[Entries shown Boundary: Start]
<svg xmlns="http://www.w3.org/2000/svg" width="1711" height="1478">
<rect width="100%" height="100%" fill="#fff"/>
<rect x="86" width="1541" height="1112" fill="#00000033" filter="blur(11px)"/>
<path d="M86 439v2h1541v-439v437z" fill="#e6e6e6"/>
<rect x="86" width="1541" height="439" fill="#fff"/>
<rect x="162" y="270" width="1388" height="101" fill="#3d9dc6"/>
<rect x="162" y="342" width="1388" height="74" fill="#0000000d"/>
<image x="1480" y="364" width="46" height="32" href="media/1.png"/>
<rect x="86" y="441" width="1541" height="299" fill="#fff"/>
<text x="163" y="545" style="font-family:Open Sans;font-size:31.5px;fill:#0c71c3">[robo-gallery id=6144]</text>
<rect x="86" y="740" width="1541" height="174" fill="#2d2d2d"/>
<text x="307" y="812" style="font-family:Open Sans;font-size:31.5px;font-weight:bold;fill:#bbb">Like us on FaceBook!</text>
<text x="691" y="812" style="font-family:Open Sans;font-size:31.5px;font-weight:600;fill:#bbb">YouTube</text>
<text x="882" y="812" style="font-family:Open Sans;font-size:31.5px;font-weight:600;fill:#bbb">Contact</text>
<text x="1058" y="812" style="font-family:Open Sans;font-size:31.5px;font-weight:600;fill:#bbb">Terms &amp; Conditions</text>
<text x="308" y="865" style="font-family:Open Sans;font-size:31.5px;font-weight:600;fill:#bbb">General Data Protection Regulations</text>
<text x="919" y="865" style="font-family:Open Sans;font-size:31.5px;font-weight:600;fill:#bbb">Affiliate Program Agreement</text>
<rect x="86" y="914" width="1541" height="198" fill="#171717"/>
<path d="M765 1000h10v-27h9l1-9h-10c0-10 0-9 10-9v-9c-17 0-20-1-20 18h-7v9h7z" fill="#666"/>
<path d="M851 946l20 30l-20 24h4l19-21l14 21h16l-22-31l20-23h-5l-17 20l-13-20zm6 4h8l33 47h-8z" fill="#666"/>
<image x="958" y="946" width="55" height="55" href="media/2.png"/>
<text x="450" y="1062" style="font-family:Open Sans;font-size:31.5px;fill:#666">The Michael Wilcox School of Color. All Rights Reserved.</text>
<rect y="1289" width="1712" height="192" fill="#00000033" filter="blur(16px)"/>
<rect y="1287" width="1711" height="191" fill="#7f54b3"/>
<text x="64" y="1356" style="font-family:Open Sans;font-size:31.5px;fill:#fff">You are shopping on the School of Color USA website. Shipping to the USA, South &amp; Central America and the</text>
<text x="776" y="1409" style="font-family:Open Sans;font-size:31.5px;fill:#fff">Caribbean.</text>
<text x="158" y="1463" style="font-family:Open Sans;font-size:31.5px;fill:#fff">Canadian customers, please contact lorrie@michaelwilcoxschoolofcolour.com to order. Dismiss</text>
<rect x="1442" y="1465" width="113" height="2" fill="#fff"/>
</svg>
[Entries shown Boundary: End]
▸ **Work instruction**: Output each line exactly, from the first line of the data down to the line that contains "946l20 30l-20 24h4l19-21l14", both included.

▸ **Solution to the exercise**:
<svg xmlns="http://www.w3.org/2000/svg" width="1711" height="1478">
<rect width="100%" height="100%" fill="#fff"/>
<rect x="86" width="1541" height="1112" fill="#00000033" filter="blur(11px)"/>
<path d="M86 439v2h1541v-439v437z" fill="#e6e6e6"/>
<rect x="86" width="1541" height="439" fill="#fff"/>
<rect x="162" y="270" width="1388" height="101" fill="#3d9dc6"/>
<rect x="162" y="342" width="1388" height="74" fill="#0000000d"/>
<image x="1480" y="364" width="46" height="32" href="media/1.png"/>
<rect x="86" y="441" width="1541" height="299" fill="#fff"/>
<text x="163" y="545" style="font-family:Open Sans;font-size:31.5px;fill:#0c71c3">[robo-gallery id=6144]</text>
<rect x="86" y="740" width="1541" height="174" fill="#2d2d2d"/>
<text x="307" y="812" style="font-family:Open Sans;font-size:31.5px;font-weight:bold;fill:#bbb">Like us on FaceBook!</text>
<text x="691" y="812" style="font-family:Open Sans;font-size:31.5px;font-weight:600;fill:#bbb">YouTube</text>
<text x="882" y="812" style="font-family:Open Sans;font-size:31.5px;font-weight:600;fill:#bbb">Contact</text>
<text x="1058" y="812" style="font-family:Open Sans;font-size:31.5px;font-weight:600;fill:#bbb">Terms &amp; Conditions</text>
<text x="308" y="865" style="font-family:Open Sans;font-size:31.5px;font-weight:600;fill:#bbb">General Data Protection Regulations</text>
<text x="919" y="865" style="font-family:Open Sans;font-size:31.5px;font-weight:600;fill:#bbb">Affiliate Program Agreement</text>
<rect x="86" y="914" width="1541" height="198" fill="#171717"/>
<path d="M765 1000h10v-27h9l1-9h-10c0-10 0-9 10-9v-9c-17 0-20-1-20 18h-7v9h7z" fill="#666"/>
<path d="M851 946l20 30l-20 24h4l19-21l14 21h16l-22-31l20-23h-5l-17 20l-13-20zm6 4h8l33 47h-8z" fill="#666"/>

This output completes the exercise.